General News

Israel begins evacuating part of Rafah ahead of threatened assault

Date: May 6, 2024

Israel called on civilians to evacuate parts of Rafah this Monday in what appeared to be preparation for a long-threatened assault on Hamas holdouts in the southern Gaza Strip city.

Rafah is where more than a million war-displaced Palestinians have been sheltering.

Instructed by Arabic text messages, telephone calls, and flyers to move to what the Israeli military called an "expanded humanitarian zone" 20 kilometre away, some Palestinian families lumbered out under chilly spring rain, witnesses said.

Israel's military said it had begun encouraging residents of Rafah to evacuate in a "limited scope" operation. It gave no specific reasons, nor did it say if any offensive action might follow.

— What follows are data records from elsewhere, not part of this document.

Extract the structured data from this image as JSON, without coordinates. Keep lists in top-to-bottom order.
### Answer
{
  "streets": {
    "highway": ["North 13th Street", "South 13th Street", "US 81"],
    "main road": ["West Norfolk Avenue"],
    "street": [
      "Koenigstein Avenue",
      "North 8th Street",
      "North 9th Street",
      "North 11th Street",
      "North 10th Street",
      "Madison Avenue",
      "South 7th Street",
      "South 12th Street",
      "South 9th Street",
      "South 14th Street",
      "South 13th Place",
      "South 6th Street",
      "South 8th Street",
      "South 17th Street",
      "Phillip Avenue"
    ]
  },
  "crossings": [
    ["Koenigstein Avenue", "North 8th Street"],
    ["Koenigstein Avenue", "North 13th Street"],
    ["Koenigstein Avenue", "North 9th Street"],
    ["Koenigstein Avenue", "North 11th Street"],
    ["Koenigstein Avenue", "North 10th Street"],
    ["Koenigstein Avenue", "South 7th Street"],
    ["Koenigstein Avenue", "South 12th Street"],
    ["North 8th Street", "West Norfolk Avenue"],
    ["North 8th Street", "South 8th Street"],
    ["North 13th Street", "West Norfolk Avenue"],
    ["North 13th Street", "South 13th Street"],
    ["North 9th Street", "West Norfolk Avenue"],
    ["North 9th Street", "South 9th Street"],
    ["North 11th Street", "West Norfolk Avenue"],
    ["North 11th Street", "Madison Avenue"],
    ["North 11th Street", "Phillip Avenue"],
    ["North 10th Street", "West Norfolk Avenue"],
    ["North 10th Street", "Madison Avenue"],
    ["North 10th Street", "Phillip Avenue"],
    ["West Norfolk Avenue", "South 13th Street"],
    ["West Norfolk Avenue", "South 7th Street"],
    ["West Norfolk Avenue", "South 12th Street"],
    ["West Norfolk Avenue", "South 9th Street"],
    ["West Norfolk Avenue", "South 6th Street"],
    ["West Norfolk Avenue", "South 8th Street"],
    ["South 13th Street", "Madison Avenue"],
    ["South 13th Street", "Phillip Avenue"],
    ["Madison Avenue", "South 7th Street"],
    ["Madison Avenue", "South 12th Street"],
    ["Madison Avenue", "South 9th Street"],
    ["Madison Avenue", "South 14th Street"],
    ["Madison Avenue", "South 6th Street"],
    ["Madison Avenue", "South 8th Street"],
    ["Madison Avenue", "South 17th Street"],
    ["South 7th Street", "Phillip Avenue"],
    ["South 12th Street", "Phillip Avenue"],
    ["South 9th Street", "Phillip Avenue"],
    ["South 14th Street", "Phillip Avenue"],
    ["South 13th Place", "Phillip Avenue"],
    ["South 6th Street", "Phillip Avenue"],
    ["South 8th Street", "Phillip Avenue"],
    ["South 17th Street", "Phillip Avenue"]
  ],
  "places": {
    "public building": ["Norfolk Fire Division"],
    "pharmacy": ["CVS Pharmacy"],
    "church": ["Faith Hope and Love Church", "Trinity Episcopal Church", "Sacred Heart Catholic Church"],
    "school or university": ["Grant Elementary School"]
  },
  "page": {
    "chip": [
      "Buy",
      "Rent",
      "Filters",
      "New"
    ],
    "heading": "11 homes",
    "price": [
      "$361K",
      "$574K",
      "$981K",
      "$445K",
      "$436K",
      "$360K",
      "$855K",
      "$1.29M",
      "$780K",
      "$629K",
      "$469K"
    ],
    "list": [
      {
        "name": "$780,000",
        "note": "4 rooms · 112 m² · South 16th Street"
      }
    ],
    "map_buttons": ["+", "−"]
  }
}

Seven months into its war against Hamas, Israel has been threatening to launch incursions in Rafah, which it says harbours thousands of Hamas fighters and potentially dozens of hostages. Victory is impossible without taking Rafah, it says.

The prospect of a high-casualty operation worries Western powers and neighbouring Egypt, which is trying to mediate a new round of truce talks between Israel and Hamas under which the Palestinian Islamist group might free some hostages.

The Rafah plan has opened an unusually public rift between Israel and Washington. Speaking to his United States (US) counterpart, Israeli Defence Minister Yoav Gallant linked Monday's operation to the deadlock in indirect diplomacy, which he blamed on Hamas.

'Never again is now,' says Netanyahu on Holocaust Remembrance Day.

"During their discussion, Gallant discussed the efforts undertaken to achieve the release of hostages and indicated that at this stage, Hamas refuses the frameworks at hand," the Israeli Defence Ministry said in a statement.

"Gallant emphasized that military action is required, including in the area of Rafah, at the lack of an alternative," it added.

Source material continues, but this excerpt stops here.